* What you are asked to do
Your response should consist of every line below, reproduced without alteration.

* Records for the task
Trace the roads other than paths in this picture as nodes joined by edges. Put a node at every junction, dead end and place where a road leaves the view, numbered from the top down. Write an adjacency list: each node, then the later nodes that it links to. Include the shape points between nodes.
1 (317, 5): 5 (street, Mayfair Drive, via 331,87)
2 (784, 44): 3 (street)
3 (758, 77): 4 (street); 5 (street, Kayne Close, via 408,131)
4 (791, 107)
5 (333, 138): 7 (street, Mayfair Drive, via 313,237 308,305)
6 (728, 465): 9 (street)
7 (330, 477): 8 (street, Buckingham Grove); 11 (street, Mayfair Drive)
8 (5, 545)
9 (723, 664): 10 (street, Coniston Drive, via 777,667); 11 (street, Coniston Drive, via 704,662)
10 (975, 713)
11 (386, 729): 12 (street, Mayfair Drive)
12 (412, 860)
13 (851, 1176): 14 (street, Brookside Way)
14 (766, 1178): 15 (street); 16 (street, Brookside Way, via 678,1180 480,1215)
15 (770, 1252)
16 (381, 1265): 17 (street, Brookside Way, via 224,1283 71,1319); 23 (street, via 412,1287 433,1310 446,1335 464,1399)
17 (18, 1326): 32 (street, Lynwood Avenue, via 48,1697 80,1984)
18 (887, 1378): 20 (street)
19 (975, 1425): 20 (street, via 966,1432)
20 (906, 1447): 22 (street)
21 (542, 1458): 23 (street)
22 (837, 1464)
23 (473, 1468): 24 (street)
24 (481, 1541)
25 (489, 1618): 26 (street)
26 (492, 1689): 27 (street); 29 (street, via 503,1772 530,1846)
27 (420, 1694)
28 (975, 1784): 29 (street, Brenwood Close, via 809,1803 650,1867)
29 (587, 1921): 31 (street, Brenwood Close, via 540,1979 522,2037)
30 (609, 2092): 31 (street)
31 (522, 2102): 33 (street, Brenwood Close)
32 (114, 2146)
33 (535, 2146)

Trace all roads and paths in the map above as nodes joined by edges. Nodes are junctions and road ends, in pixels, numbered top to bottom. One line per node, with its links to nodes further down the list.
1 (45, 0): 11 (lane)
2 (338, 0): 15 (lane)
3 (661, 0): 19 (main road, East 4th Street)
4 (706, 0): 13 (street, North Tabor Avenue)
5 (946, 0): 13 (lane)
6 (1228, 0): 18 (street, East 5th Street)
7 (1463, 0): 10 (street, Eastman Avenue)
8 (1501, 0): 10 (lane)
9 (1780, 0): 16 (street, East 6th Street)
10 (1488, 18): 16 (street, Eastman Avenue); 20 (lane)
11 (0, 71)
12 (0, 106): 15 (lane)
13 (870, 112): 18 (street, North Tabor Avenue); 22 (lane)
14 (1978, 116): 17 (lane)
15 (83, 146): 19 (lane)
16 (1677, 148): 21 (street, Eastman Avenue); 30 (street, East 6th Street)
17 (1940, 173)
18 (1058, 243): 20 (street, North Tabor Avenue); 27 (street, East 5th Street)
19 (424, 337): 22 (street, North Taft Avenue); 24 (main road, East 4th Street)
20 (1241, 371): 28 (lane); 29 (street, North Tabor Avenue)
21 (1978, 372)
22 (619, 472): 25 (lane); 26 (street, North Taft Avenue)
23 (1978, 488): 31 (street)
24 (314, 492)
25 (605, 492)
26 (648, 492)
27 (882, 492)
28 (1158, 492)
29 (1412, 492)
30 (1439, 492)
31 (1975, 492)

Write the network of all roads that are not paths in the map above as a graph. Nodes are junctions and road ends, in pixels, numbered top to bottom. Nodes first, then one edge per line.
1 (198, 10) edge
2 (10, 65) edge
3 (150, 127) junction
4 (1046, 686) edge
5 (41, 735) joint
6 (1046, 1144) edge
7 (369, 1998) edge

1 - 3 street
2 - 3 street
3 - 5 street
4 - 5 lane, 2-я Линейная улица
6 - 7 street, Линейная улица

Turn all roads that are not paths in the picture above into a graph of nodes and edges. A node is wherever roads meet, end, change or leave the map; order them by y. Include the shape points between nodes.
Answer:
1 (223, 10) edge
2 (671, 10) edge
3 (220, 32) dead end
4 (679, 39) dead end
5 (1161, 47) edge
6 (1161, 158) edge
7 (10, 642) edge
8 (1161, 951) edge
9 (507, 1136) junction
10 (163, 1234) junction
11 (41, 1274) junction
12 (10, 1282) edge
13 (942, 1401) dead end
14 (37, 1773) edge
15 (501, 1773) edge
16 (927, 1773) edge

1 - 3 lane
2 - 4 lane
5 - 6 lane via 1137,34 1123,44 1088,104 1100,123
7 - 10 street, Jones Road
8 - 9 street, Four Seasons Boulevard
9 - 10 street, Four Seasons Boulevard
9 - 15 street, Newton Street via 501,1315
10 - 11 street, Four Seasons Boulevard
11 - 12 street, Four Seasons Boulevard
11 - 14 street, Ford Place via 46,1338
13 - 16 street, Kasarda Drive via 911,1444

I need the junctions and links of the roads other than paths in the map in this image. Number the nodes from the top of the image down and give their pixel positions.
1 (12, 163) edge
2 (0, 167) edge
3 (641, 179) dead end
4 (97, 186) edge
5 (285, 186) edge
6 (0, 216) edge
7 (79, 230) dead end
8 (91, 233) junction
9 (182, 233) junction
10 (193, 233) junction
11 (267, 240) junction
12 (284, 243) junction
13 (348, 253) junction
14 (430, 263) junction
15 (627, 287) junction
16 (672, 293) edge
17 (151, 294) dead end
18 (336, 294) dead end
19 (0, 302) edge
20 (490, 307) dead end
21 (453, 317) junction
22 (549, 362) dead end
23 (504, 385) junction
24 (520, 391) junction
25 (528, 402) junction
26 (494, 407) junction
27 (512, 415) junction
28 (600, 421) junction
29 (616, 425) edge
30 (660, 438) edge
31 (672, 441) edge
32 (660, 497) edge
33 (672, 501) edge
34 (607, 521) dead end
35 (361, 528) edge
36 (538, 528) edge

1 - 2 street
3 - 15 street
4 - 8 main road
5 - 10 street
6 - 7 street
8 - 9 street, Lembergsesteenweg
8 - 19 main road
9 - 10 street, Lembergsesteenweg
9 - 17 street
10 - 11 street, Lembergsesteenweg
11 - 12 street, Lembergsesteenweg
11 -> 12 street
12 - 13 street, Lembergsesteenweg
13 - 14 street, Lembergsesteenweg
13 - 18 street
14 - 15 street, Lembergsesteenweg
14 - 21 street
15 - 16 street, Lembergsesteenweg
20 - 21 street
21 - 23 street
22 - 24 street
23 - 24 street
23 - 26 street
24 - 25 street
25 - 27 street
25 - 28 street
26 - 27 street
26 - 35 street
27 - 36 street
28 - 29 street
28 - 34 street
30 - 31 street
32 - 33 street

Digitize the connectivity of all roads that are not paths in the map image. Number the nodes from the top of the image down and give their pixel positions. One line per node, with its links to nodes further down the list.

* Task answer
Trace the roads other than paths in this picture as nodes joined by edges. Put a node at every junction, dead end and place where a road leaves the view, numbered from the top down. Write an adjacency list: each node, then the later nodes that it links to. Include the shape points between nodes.
1 (317, 5): 5 (street, Mayfair Drive, via 331,87)
2 (784, 44): 3 (street)
3 (758, 77): 4 (street); 5 (street, Kayne Close, via 408,131)
4 (791, 107)
5 (333, 138): 7 (street, Mayfair Drive, via 313,237 308,305)
6 (728, 465): 9 (street)
7 (330, 477): 8 (street, Buckingham Grove); 11 (street, Mayfair Drive)
8 (5, 545)
9 (723, 664): 10 (street, Coniston Drive, via 777,667); 11 (street, Coniston Drive, via 704,662)
10 (975, 713)
11 (386, 729): 12 (street, Mayfair Drive)
12 (412, 860)
13 (851, 1176): 14 (street, Brookside Way)
14 (766, 1178): 15 (street); 16 (street, Brookside Way, via 678,1180 480,1215)
15 (770, 1252)
16 (381, 1265): 17 (street, Brookside Way, via 224,1283 71,1319); 23 (street, via 412,1287 433,1310 446,1335 464,1399)
17 (18, 1326): 32 (street, Lynwood Avenue, via 48,1697 80,1984)
18 (887, 1378): 20 (street)
19 (975, 1425): 20 (street, via 966,1432)
20 (906, 1447): 22 (street)
21 (542, 1458): 23 (street)
22 (837, 1464)
23 (473, 1468): 24 (street)
24 (481, 1541)
25 (489, 1618): 26 (street)
26 (492, 1689): 27 (street); 29 (street, via 503,1772 530,1846)
27 (420, 1694)
28 (975, 1784): 29 (street, Brenwood Close, via 809,1803 650,1867)
29 (587, 1921): 31 (street, Brenwood Close, via 540,1979 522,2037)
30 (609, 2092): 31 (street)
31 (522, 2102): 33 (street, Brenwood Close)
32 (114, 2146)
33 (535, 2146)

Trace all roads and paths in the map above as nodes joined by edges. Nodes are junctions and road ends, in pixels, numbered top to bottom. One line per node, with its links to nodes further down the list.
1 (45, 0): 11 (lane)
2 (338, 0): 15 (lane)
3 (661, 0): 19 (main road, East 4th Street)
4 (706, 0): 13 (street, North Tabor Avenue)
5 (946, 0): 13 (lane)
6 (1228, 0): 18 (street, East 5th Street)
7 (1463, 0): 10 (street, Eastman Avenue)
8 (1501, 0): 10 (lane)
9 (1780, 0): 16 (street, East 6th Street)
10 (1488, 18): 16 (street, Eastman Avenue); 20 (lane)
11 (0, 71)
12 (0, 106): 15 (lane)
13 (870, 112): 18 (street, North Tabor Avenue); 22 (lane)
14 (1978, 116): 17 (lane)
15 (83, 146): 19 (lane)
16 (1677, 148): 21 (street, Eastman Avenue); 30 (street, East 6th Street)
17 (1940, 173)
18 (1058, 243): 20 (street, North Tabor Avenue); 27 (street, East 5th Street)
19 (424, 337): 22 (street, North Taft Avenue); 24 (main road, East 4th Street)
20 (1241, 371): 28 (lane); 29 (street, North Tabor Avenue)
21 (1978, 372)
22 (619, 472): 25 (lane); 26 (street, North Taft Avenue)
23 (1978, 488): 31 (street)
24 (314, 492)
25 (605, 492)
26 (648, 492)
27 (882, 492)
28 (1158, 492)
29 (1412, 492)
30 (1439, 492)
31 (1975, 492)

Write the network of all roads that are not paths in the map above as a graph. Nodes are junctions and road ends, in pixels, numbered top to bottom. Nodes first, then one edge per line.
1 (198, 10) edge
2 (10, 65) edge
3 (150, 127) junction
4 (1046, 686) edge
5 (41, 735) joint
6 (1046, 1144) edge
7 (369, 1998) edge

1 - 3 street
2 - 3 street
3 - 5 street
4 - 5 lane, 2-я Линейная улица
6 - 7 street, Линейная улица

Turn all roads that are not paths in the picture above into a graph of nodes and edges. A node is wherever roads meet, end, change or leave the map; order them by y. Include the shape points between nodes.
Answer:
1 (223, 10) edge
2 (671, 10) edge
3 (220, 32) dead end
4 (679, 39) dead end
5 (1161, 47) edge
6 (1161, 158) edge
7 (10, 642) edge
8 (1161, 951) edge
9 (507, 1136) junction
10 (163, 1234) junction
11 (41, 1274) junction
12 (10, 1282) edge
13 (942, 1401) dead end
14 (37, 1773) edge
15 (501, 1773) edge
16 (927, 1773) edge

1 - 3 lane
2 - 4 lane
5 - 6 lane via 1137,34 1123,44 1088,104 1100,123
7 - 10 street, Jones Road
8 - 9 street, Four Seasons Boulevard
9 - 10 street, Four Seasons Boulevard
9 - 15 street, Newton Street via 501,1315
10 - 11 street, Four Seasons Boulevard
11 - 12 street, Four Seasons Boulevard
11 - 14 street, Ford Place via 46,1338
13 - 16 street, Kasarda Drive via 911,1444

I need the junctions and links of the roads other than paths in the map in this image. Number the nodes from the top of the image down and give their pixel positions.
1 (12, 163) edge
2 (0, 167) edge
3 (641, 179) dead end
4 (97, 186) edge
5 (285, 186) edge
6 (0, 216) edge
7 (79, 230) dead end
8 (91, 233) junction
9 (182, 233) junction
10 (193, 233) junction
11 (267, 240) junction
12 (284, 243) junction
13 (348, 253) junction
14 (430, 263) junction
15 (627, 287) junction
16 (672, 293) edge
17 (151, 294) dead end
18 (336, 294) dead end
19 (0, 302) edge
20 (490, 307) dead end
21 (453, 317) junction
22 (549, 362) dead end
23 (504, 385) junction
24 (520, 391) junction
25 (528, 402) junction
26 (494, 407) junction
27 (512, 415) junction
28 (600, 421) junction
29 (616, 425) edge
30 (660, 438) edge
31 (672, 441) edge
32 (660, 497) edge
33 (672, 501) edge
34 (607, 521) dead end
35 (361, 528) edge
36 (538, 528) edge

1 - 2 street
3 - 15 street
4 - 8 main road
5 - 10 street
6 - 7 street
8 - 9 street, Lembergsesteenweg
8 - 19 main road
9 - 10 street, Lembergsesteenweg
9 - 17 street
10 - 11 street, Lembergsesteenweg
11 - 12 street, Lembergsesteenweg
11 -> 12 street
12 - 13 street, Lembergsesteenweg
13 - 14 street, Lembergsesteenweg
13 - 18 street
14 - 15 street, Lembergsesteenweg
14 - 21 street
15 - 16 street, Lembergsesteenweg
20 - 21 street
21 - 23 street
22 - 24 street
23 - 24 street
23 - 26 street
24 - 25 street
25 - 27 street
25 - 28 street
26 - 27 street
26 - 35 street
27 - 36 street
28 - 29 street
28 - 34 street
30 - 31 street
32 - 33 street

Digitize the connectivity of all roads that are not paths in the map image. Number the nodes from the top of the image down and give their pixel positions. One line per node, with its links to nodes further down the list.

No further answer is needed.